Torino, Post-Olimpico Inferiore
Succede, in una cascina alle porte di Torino, che intere famiglie vengano sgomberate e arrestate per furto di corrente. Avevano in fondo, anche loro, come tante altre, un problema di carovita. Ma stiamo parlando di famiglie Rom, si capisce.
Succede poi, alle porte del carcere di Torino, che un carabiniere in vena di quelle che per lui sono spiritosaggini, commenti: “Le carceri scoppiano? Altro che indulto, bisognerebbe riaprire i forni”. Si parla ovviamente di Rom, quelli della cascina, si capisce.

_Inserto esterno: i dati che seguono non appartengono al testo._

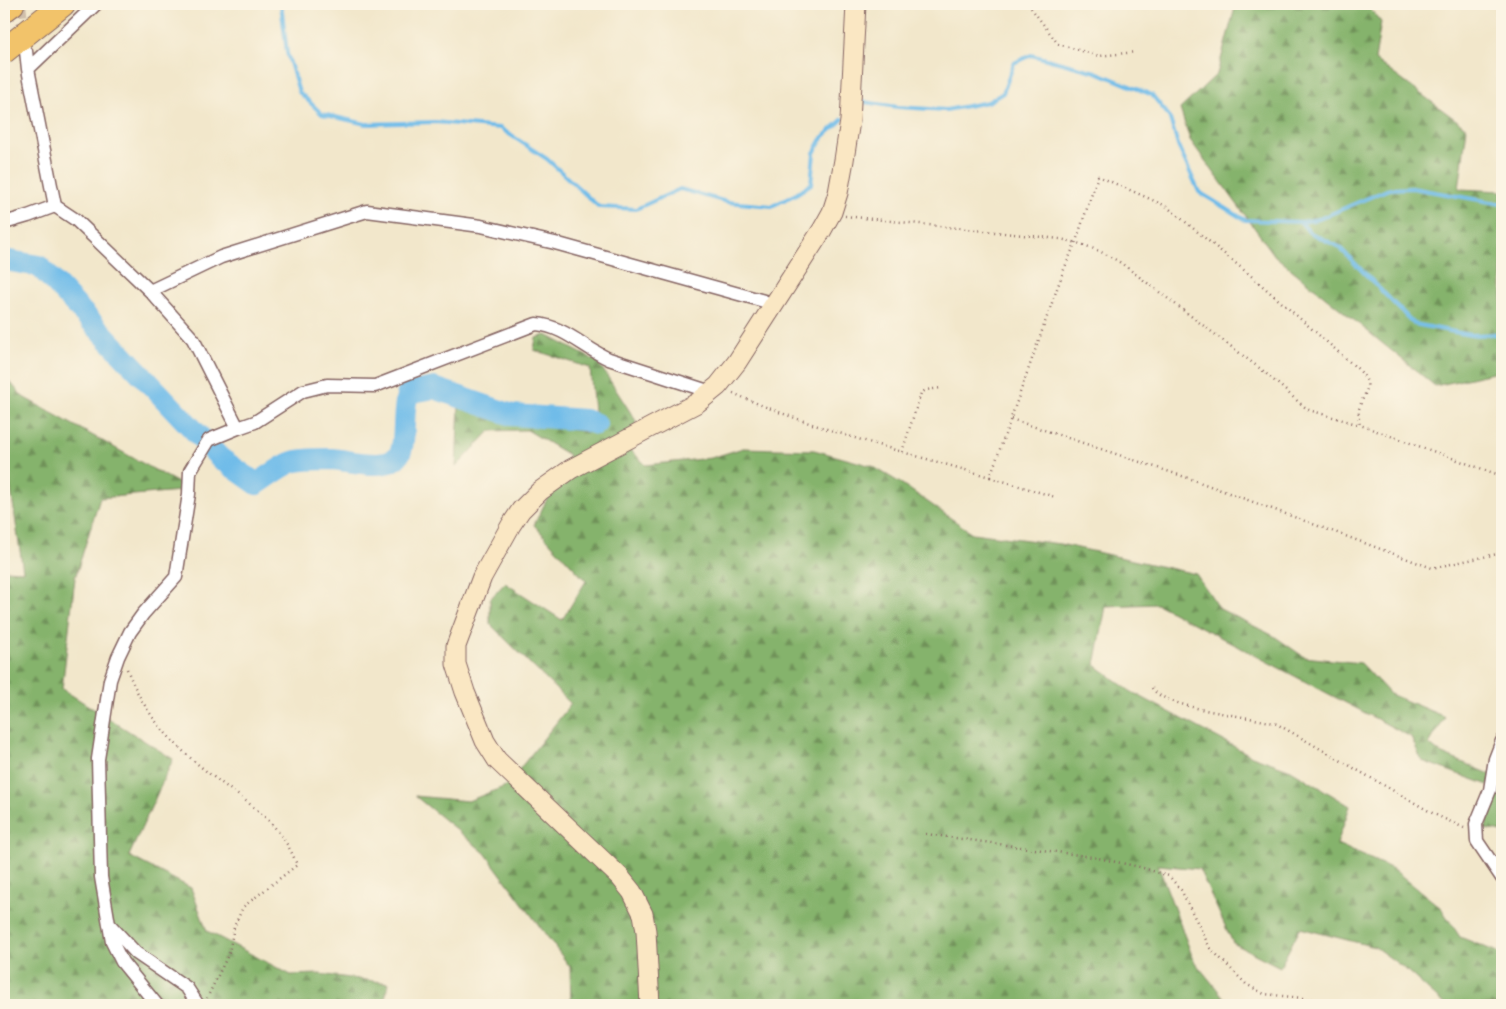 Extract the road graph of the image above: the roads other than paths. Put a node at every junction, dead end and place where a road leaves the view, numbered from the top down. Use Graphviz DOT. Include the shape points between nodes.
graph roads {
  1 [pos="12,4"];
  2 [pos="42,4"];
  3 [pos="63,4"];
  4 [pos="96,4"];
  5 [pos="856,4"];
  6 [pos="4,10"];
  7 [pos="4,32"];
  8 [pos="15,51"];
  9 [pos="28,69"];
  10 [pos="55,206"];
  11 [pos="4,223"];
  12 [pos="150,291"];
  13 [pos="772,306"];
  14 [pos="714,389"];
  15 [pos="238,428"];
  16 [pos="1502,741"];
  17 [pos="1502,878"];
  18 [pos="110,925"];
  19 [pos="157,1005"];
  20 [pos="198,1005"];
  21 [pos="650,1005"];
  1 -- 6 [label="highway"];
  2 -- 7 [label="highway"];
  3 -- 8 [label="highway"];
  4 -- 9 [label="street"];
  5 -- 13 [label="street" via="850,121 832,212"];
  8 -- 9 [label="street"];
  9 -- 10 [label="street"];
  10 -- 11 [label="street"];
  10 -- 12 [label="street" via="76,220"];
  12 -- 13 [label="street" via="221,257 367,211 481,226 555,243 764,301"];
  12 -- 15 [label="street" via="193,339"];
  13 -- 14 [label="street" via="737,362"];
  14 -- 15 [label="street" via="609,359 594,353 558,328 536,324 375,386 327,386 303,391 266,416"];
  14 -- 21 [label="street" via="697,403 571,469 540,491 521,510 482,577 456,646 456,664 465,692 485,740 498,760 620,877 638,903 646,931"];
  15 -- 18 [label="street" via="209,440 190,471 190,494 176,577 130,632 110,680 98,759 101,878"];
  16 -- 17 [label="street" via="1495,759 1490,790 1476,824 1477,841"];
  18 -- 19 [label="street" via="112,942 122,962"];
  18 -- 20 [label="street" via="136,953 187,988"];
}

Così come succede, nelle periferie di Torino, che alcuni giovani tirino tardi la sera (e cosa tirino, non è difficile immaginarlo…) per sprangare stranieri e… tossicodipendenti, e per incendiarli davvero quei maledetti campi Rom. Fedeli interpreti del nostro tempo, combattono la guerra civile tra poveri che tanto piace ai gendarmi dell’ordine sociale, e tanto giova ai loro padroni.

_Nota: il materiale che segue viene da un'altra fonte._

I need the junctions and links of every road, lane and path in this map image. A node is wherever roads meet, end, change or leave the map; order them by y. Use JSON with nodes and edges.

Ogni tanto, succede anche che altri giovani si organizzino per contestare i razzisti: nelle redazioni dei loro giornali, sotto un gazebo al mercato, in partenza per un viaggetto organizzato. Alla guerra civile tra poveri, preferiscono combattere adesso la guerra sociale contro i responsabili del disastro in cui stiamo precipitando, disposti anche a correre il remoto rischio di una rivoluzione, un giorno…
Succede, una volta tanto, che la polizia faccia il suo dovere, e di questi sfacciati antirazzisti cinque vengono denunciati, due vengono arrestati e rilasciati con obbligo di firma quotidiana e uno si trova tuttora detenuto in carcere. I razzisti, commossi, ringraziano.

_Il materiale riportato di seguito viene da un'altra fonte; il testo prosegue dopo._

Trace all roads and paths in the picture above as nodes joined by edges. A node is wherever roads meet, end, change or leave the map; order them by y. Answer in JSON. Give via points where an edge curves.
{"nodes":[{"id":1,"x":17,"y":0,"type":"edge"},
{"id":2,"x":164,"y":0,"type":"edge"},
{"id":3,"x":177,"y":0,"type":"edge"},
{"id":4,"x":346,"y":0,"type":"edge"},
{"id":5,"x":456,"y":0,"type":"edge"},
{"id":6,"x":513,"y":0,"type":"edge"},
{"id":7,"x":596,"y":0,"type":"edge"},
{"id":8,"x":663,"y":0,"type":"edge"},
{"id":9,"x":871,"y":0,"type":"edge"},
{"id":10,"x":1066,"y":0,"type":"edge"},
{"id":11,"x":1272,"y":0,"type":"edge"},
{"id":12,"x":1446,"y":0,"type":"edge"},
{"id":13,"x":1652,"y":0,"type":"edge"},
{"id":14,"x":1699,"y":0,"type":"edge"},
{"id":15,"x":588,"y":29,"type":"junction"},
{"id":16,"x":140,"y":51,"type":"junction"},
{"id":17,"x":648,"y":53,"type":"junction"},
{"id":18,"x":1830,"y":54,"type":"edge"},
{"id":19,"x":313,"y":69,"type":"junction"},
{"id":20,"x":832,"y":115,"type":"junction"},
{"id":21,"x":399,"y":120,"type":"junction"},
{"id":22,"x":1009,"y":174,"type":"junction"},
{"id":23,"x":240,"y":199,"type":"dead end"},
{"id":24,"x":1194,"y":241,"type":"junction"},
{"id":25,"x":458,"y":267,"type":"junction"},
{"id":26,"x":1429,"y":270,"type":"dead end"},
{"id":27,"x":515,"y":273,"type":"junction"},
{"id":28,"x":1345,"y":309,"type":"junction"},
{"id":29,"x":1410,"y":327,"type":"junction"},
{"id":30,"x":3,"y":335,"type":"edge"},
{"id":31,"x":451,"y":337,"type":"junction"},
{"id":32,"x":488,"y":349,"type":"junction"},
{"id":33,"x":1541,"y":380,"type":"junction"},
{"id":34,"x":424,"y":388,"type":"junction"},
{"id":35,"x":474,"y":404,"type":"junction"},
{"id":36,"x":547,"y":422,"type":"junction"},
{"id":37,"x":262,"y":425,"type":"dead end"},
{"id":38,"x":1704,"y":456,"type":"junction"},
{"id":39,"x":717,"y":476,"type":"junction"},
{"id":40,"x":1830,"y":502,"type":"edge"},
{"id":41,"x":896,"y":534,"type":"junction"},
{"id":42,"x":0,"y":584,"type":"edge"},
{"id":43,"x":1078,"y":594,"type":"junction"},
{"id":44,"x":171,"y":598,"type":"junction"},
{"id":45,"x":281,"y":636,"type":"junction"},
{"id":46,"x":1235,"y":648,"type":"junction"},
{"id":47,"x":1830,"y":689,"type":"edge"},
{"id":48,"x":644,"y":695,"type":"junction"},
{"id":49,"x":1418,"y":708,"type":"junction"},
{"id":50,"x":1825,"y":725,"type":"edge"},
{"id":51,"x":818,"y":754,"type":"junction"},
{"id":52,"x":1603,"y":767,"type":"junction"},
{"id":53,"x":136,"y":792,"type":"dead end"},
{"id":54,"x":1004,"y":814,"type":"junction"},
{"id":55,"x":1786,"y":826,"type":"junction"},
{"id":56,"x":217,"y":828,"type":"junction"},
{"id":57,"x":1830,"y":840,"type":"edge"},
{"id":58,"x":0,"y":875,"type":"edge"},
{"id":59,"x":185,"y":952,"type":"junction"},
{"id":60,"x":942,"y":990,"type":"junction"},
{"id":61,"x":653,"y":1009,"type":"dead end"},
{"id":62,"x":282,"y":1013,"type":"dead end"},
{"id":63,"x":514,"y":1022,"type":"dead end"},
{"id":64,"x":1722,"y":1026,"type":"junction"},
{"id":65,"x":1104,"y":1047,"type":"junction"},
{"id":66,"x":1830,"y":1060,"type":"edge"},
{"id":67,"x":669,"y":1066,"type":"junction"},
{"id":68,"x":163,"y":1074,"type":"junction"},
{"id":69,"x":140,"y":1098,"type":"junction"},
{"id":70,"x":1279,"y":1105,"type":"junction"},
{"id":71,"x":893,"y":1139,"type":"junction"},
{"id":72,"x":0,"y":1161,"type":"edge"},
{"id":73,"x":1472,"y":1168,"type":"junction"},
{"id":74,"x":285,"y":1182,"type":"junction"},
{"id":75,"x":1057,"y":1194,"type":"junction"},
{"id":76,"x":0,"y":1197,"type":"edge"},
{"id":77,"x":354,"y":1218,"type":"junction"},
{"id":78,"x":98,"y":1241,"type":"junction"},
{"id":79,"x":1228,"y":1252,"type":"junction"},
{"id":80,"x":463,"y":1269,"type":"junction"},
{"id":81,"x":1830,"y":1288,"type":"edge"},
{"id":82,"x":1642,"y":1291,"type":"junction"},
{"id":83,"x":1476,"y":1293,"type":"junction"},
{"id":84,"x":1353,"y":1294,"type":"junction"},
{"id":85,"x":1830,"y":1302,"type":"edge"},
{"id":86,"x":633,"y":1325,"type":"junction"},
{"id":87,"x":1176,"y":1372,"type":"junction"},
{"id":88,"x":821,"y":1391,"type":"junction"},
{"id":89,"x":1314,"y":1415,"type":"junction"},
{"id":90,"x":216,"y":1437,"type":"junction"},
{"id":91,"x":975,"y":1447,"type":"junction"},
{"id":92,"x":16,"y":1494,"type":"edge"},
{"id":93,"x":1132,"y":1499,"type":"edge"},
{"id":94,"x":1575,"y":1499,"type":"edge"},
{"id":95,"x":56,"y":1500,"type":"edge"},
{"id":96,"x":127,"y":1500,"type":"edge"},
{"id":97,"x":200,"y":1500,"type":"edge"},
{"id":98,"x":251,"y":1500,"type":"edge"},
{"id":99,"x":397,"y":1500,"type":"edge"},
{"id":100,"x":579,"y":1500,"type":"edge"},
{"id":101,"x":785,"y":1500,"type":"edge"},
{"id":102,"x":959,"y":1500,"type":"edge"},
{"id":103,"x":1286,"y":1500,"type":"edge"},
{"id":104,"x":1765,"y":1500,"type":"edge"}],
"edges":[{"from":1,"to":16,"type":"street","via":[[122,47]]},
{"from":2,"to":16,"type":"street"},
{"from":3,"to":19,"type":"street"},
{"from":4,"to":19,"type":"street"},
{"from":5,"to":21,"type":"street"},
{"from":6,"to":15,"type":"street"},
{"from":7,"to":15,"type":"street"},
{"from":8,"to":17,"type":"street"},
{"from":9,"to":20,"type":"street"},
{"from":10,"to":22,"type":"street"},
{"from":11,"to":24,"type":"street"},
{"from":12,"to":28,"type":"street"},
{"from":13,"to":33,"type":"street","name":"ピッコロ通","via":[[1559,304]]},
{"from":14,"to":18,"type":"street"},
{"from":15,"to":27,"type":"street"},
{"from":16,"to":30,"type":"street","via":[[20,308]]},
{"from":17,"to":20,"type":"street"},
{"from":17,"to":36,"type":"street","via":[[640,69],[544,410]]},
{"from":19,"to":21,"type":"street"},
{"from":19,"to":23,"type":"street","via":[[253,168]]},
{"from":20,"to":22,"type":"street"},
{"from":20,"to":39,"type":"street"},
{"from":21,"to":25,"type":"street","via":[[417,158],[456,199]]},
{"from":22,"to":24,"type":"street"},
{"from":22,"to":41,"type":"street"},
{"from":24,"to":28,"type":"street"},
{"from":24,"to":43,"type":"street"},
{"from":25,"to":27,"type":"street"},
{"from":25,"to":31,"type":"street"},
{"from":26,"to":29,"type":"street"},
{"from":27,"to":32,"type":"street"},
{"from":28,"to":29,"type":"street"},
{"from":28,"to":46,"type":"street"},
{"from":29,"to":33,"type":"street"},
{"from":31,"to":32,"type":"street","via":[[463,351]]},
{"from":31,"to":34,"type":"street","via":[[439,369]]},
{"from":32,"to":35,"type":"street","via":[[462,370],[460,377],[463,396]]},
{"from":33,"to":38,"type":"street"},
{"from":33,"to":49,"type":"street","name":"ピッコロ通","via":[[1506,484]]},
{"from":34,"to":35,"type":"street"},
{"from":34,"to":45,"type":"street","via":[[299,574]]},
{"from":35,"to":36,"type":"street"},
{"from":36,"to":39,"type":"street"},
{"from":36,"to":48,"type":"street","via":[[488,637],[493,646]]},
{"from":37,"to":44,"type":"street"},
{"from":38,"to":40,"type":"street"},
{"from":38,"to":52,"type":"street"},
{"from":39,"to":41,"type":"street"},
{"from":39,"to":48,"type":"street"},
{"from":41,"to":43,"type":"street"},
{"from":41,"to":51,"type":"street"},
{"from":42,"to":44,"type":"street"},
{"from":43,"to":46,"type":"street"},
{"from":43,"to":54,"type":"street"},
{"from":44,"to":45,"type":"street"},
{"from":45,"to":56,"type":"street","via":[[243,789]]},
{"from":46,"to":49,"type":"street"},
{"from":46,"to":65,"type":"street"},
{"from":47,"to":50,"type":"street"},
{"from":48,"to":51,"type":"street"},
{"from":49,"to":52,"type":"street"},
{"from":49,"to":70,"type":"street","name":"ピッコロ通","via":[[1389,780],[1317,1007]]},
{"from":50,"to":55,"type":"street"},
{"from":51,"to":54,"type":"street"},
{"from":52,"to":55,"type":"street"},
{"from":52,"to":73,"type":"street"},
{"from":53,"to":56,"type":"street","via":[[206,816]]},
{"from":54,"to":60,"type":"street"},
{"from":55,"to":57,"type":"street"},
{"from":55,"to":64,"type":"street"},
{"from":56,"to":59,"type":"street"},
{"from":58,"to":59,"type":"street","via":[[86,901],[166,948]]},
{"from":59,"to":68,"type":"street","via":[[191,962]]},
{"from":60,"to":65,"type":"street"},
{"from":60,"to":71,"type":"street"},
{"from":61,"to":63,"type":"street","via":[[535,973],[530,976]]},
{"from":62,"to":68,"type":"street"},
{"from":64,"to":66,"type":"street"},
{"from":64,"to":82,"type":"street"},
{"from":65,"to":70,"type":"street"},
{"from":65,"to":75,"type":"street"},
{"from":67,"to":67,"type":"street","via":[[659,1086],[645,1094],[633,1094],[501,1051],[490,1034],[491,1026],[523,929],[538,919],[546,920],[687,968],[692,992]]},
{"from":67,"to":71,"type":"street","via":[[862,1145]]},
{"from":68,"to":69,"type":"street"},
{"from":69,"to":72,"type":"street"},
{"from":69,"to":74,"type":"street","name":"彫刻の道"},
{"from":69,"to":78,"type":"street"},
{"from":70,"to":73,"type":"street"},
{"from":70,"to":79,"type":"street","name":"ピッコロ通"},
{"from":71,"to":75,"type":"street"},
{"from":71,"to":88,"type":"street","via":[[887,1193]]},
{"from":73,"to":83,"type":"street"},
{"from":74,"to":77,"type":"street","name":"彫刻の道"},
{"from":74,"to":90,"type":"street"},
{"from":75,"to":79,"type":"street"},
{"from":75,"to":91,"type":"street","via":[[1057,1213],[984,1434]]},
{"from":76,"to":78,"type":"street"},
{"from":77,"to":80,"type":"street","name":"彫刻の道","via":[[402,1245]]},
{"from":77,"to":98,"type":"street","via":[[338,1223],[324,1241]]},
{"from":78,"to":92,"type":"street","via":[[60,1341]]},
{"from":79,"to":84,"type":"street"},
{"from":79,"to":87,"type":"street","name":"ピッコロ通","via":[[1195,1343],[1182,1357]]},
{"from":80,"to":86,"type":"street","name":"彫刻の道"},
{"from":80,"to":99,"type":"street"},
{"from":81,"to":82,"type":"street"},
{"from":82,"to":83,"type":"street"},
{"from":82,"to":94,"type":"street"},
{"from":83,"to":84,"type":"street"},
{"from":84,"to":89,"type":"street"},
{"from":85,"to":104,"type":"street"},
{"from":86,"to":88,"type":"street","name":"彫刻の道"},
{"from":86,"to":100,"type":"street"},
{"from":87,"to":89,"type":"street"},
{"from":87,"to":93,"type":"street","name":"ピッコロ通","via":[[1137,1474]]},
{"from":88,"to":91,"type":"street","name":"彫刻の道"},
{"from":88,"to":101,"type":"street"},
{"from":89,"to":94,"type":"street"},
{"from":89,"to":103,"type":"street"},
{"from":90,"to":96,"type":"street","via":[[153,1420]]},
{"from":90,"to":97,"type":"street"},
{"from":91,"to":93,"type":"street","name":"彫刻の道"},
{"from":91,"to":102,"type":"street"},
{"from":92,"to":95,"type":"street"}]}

Dice un mediocre sindaco: “Chi agisce e pensa così è indegno di far parte di una comunità” ed è “contrario alle più elementari norme di rispetto e civiltà”. Così dice, e non si capisce di cosa stia parlando.
Scrive poi, un mediocre giudice della procura di Torino, che questi giovani “dimostrano una totale influenzabilità e soggezione rispetto a un malinterpretato senso di appartenenza, all’interno del quale si inseriscono azioni delittuose”. Così scrive il giudice, e non si capisce di cosa stia parlando.
E scrive ancora, lo stesso giudice, che “un continuo contatto con le forze dell’ordine può costituire un adeguato monito dal ricadere nel reato”. Così scrive il giudice, e non si capisce di cosa stia parlando. Ma le sue carte, questo lo si capisce fin troppo bene, cominciano ad accendere quei forni che tanto piacciono ai suoi gendarmi, e tanto giovano ai suoi padroni.